On December 17th, I am participating in a teleconference discussion about new technologies for The Concours Group. The idea is to ask “Which technologies do CIOs need to pay attention to – the next year, two years, five years or ten years out?
I won’t go into the timing details here – but here is a list of technology evolutions that I think will happen in the near future. Anyone with other solutions?
Wireless make cables obsolete, at least for the personal connection. New standards such as WIMAX, 802.11n (gigabit wireless Ethernet) and perhaps Zigbee or (finally) Bluetooth will make a serious dent in the demand for cables.
Telephones will run on the Internet rather than the other way around. VoIP will marginalize the incumbent telecommunications providers, as a classic disruptive technology.
DRM will have modest success in the corporate market but not in consumer space: DRM – which only will work for identifiable and small customer sets – will be used by companies who want to limit access to their corporate information, especially in an era when employees can blog and extranets are the norm. In the consumer space, however, copy protection schemes will be broken and confirmation-based algorithms – the digital equivalent of calling the CD manufacturer and ask permission everytime you play a song – will not work this time either. In fact, never.
Multimedia content delivery over the net will take off. With broadband connections, cheaper digitizing technology, and content companies gradually beginning to understand that going to war on your customers is marketing myopia, delivery of content over the Internet will move from fringe to mainstream. TV stations (especially the public ones in Europe) have already started to delivering more and more of their content over the Internet. iTunes will get new competitors, and podcasting will become a serious alternative to truck-based music delivery.
Webservices will disappear as buzzword and appear as common practice.

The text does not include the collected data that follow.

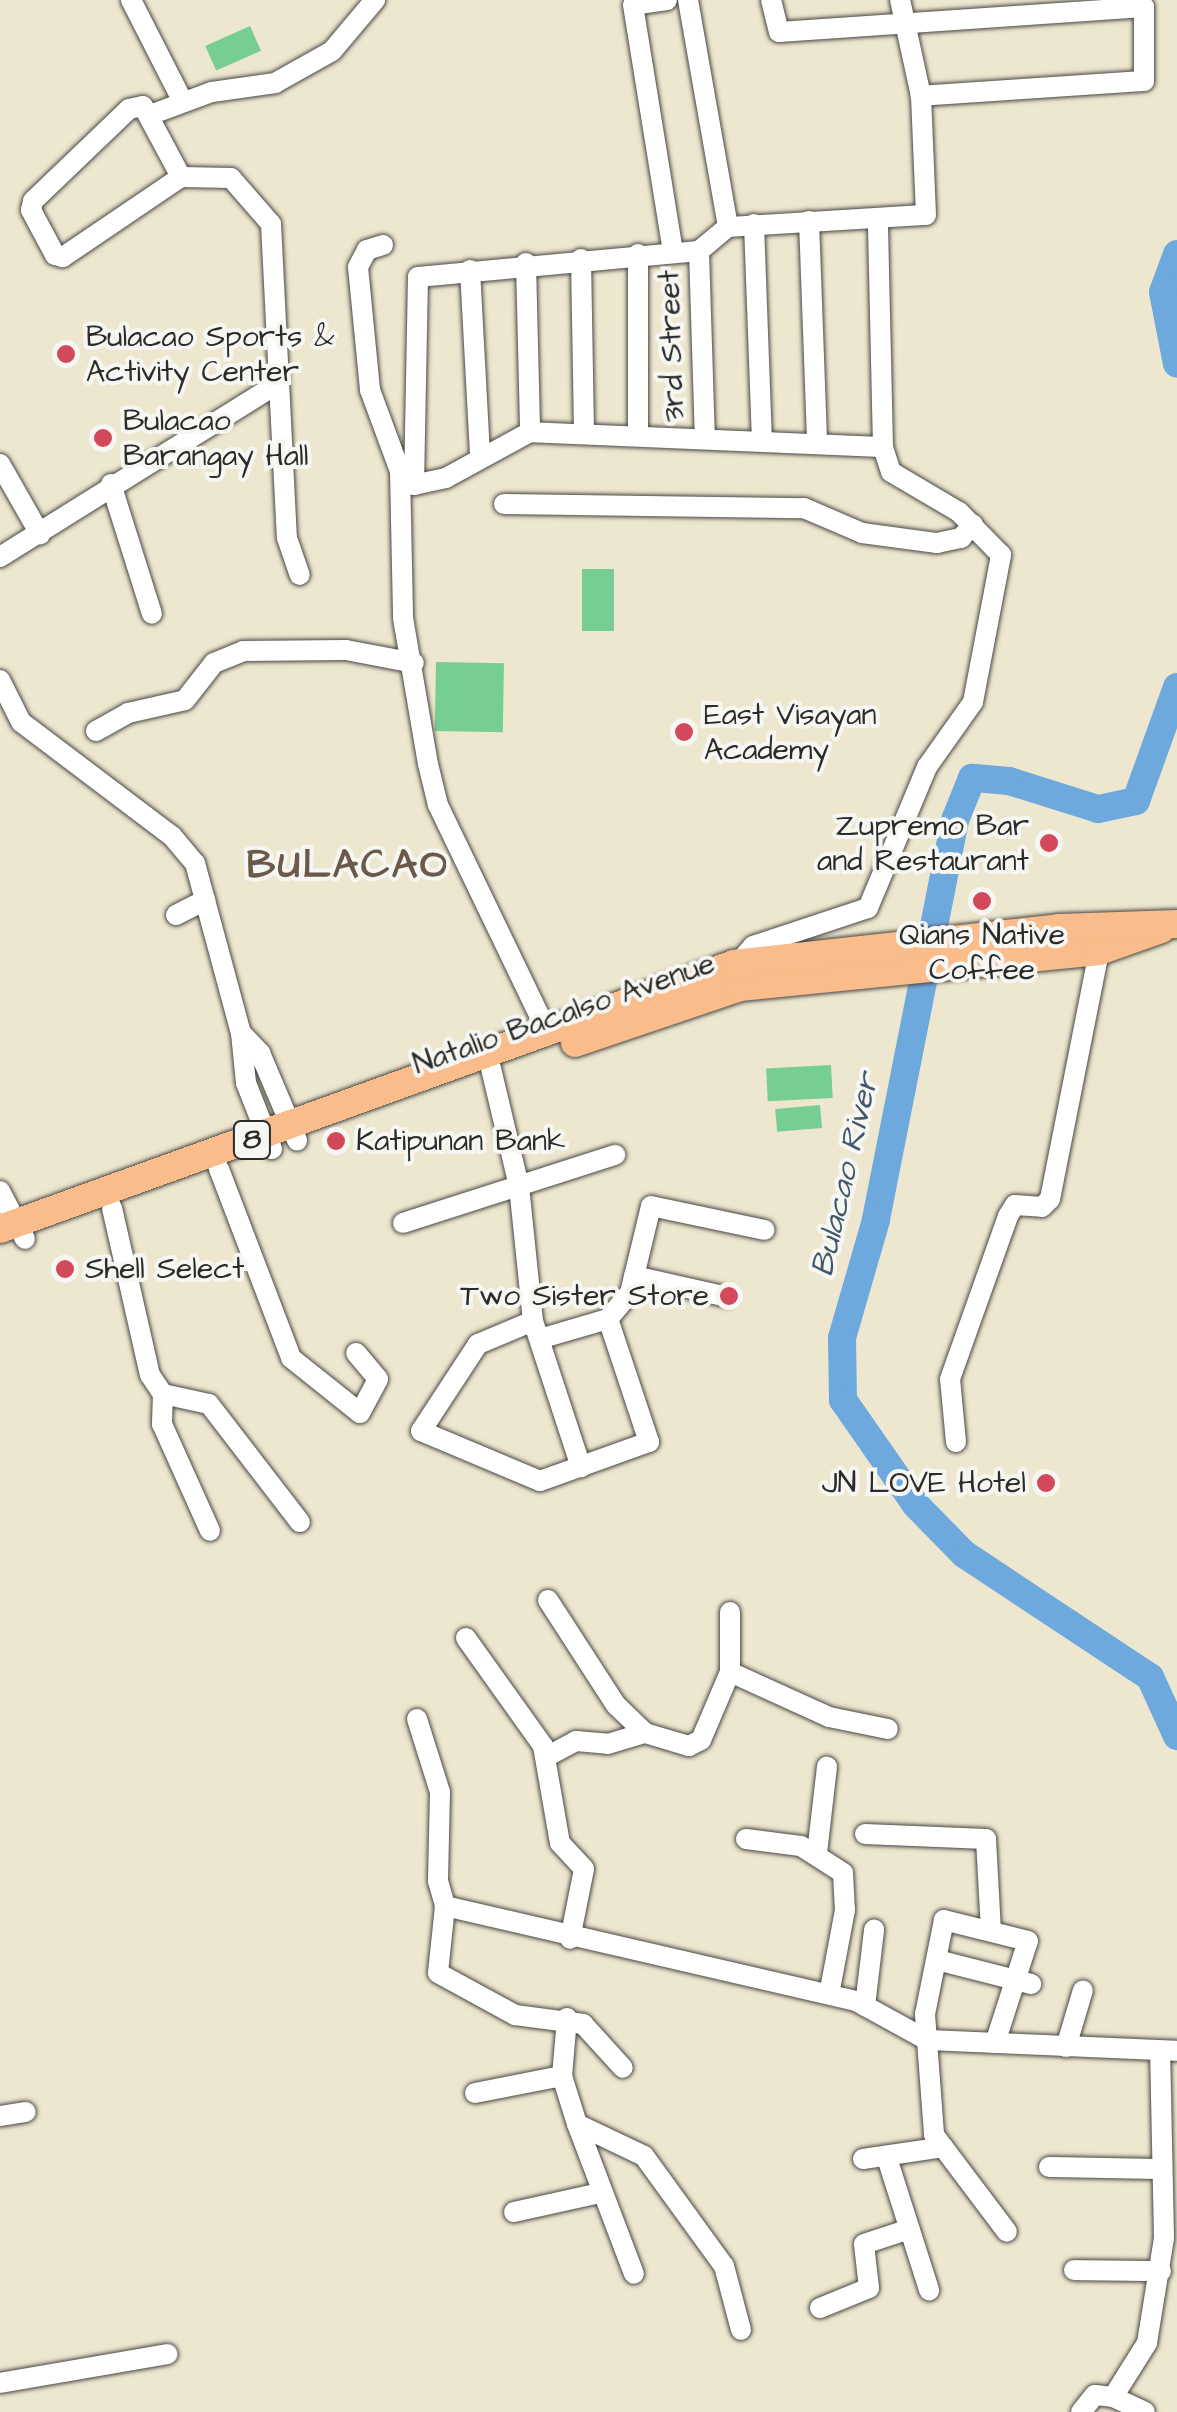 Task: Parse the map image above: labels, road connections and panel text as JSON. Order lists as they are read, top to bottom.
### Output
{
  "streets": {
    "main road": ["Natalio Bacalso Avenue", "8"],
    "street": ["3rd Street"]
  },
  "districts": ["BULACAO"],
  "water": ["Bulacao River"],
  "places": [
    "Bulacao Sports & Activity Center",
    "Bulacao Barangay Hall",
    "East Visayan Academy",
    "Zupremo Bar and Restaurant",
    "Qians Native Coffee",
    "Katipunan Bank",
    "Shell Select",
    "Two Sister Store",
    "JN LOVE Hotel"
  ]
}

Enough said.
RFID will be implemented anywhere the privacy advocates can’t see it. After the outburst against RFID. it will be relegated to implementation at the case and pallet level, improving logistics further for the big retail chains. The in-store theft problem – which, incidentally, is mainly perpetrated by employees – will be solved by off-line solutions such as the Vensafe dispensing machines for small, expensive items, activated via plastic cards at the cash register.
The Ipod will move from music platform to information tool. With a 60 Gb hard disk and a small screen, the iPod will be able to store not only music, but also pictures and video snippets – and will become the basic item in a portable personal architecture – connected to cellphone, camera, PDA or combinations thereof.

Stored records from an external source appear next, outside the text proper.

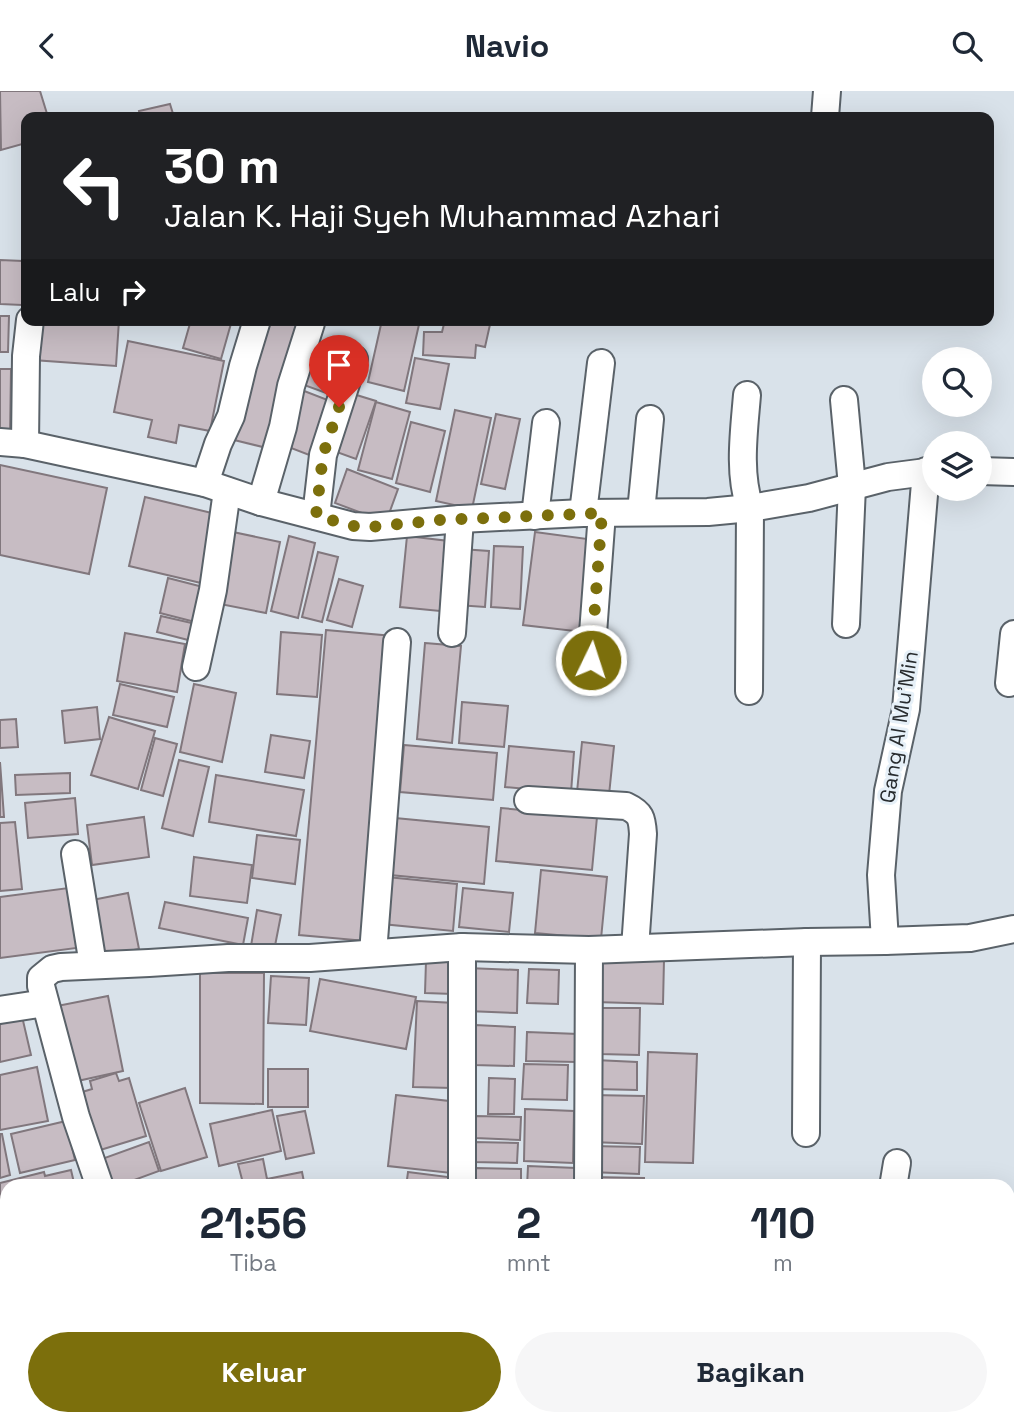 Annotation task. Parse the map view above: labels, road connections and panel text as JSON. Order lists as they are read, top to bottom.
{
  "streets": {
    "street": ["Gang Al Mu’Min"]
  },
  "page": {
    "header": "Navio",
    "turn": ["30 m", "Jalan K. Haji Syeh Muhammad Azhari"],
    "then": "Lalu",
    "eta": [
      "21:56",
      "Tiba",
      "2",
      "mnt",
      "110",
      "m"
    ],
    "buttons": ["Keluar", "Bagikan"]
  }
}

China just might have the year of Penguin – in two years. Linux on the desktop is, I am sorry to say, a non-starter. Except, perhaps, in vertical markets (grade schools) or in China. Linux will continue to attack Microsoft from above (in servers) and below (as “device frosting” and operating system for the emerging OEM cellphone industry), but will not make much headway against the desktop for at least 3 more years.
Blogs and wikis will go mainstream and corporate. Blogs and wikis and other forms of loosely coupled collaborative software will be integrated into web browsers and email clients (using RSS) and will become the new, relatively spam-free way to distribute medium-intensity information streams.
An IT market for older people will open up, where companies compete on componentization and usability. Marketers will finally realize where the money is, and develop technology for the grey masses – as well as for their grandchildren, and the financial and informational interaction between the two.
Countries will invest in countering digital amnesia. Fueled by continued rapid growth in search engine technology speed and functionality, microfilm- and paper-based libraries will increasingly be put online. We will have the paperless library (and perhaps the paperless toilet) long before the paperless office.
The home office will become the new standard for office technology. Actually, this has already happened. Computers, printers and screens will increasingly be designed for the home office environment – and the corporate office will be designed as a bigger version of the home. This means more plug and play, more miniaturization, maintencance-free wireless and really quiet, inexpensive printers.
and, finally…..
10 years from now, IBM will issue a press release saying that voice recognition is the technology of the future, that the next release of ViaVoice is showing real promise, and that the time to ditch the keyboard is Real Soon Now…..
Well, so far, so good – I am sure I missed a lot, any suggestions?